## Assigned task
For each line in the data that includes "Rast", make a copy.

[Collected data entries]

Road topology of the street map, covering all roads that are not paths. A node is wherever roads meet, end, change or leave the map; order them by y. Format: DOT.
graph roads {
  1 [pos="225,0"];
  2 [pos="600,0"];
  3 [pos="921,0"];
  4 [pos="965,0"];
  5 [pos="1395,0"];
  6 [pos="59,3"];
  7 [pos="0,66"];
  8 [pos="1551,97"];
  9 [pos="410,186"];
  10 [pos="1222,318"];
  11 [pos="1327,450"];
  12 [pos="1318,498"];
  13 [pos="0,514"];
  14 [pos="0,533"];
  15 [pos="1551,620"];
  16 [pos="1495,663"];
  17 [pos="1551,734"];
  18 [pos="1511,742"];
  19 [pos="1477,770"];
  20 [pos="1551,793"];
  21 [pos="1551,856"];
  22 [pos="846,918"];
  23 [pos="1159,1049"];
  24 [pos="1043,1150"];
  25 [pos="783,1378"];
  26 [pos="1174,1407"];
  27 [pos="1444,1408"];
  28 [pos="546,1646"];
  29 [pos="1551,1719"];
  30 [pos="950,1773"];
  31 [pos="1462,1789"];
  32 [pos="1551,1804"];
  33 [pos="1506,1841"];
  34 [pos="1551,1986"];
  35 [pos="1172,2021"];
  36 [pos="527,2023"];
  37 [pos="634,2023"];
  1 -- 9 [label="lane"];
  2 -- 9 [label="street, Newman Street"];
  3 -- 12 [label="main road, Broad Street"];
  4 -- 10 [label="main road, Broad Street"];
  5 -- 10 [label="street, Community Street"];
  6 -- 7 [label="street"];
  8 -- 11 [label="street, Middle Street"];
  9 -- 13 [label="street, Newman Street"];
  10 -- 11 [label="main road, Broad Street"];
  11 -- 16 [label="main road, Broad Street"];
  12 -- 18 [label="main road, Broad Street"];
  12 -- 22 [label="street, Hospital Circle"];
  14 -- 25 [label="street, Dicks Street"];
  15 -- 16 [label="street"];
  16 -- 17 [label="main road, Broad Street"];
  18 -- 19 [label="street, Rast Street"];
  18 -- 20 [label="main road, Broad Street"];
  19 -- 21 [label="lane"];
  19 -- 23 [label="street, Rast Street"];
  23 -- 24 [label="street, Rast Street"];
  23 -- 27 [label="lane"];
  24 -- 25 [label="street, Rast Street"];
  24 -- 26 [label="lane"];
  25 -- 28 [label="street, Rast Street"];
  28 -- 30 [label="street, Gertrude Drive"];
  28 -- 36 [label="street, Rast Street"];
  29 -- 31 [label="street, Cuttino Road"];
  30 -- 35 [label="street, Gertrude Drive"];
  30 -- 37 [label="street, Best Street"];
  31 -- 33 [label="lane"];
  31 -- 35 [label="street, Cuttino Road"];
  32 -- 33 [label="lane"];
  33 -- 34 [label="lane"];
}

## Reply to the exercise
  18 -- 19 [label="street, Rast Street"];
  19 -- 23 [label="street, Rast Street"];
  23 -- 24 [label="street, Rast Street"];
  24 -- 25 [label="street, Rast Street"];
  25 -- 28 [label="street, Rast Street"];
  28 -- 36 [label="street, Rast Street"];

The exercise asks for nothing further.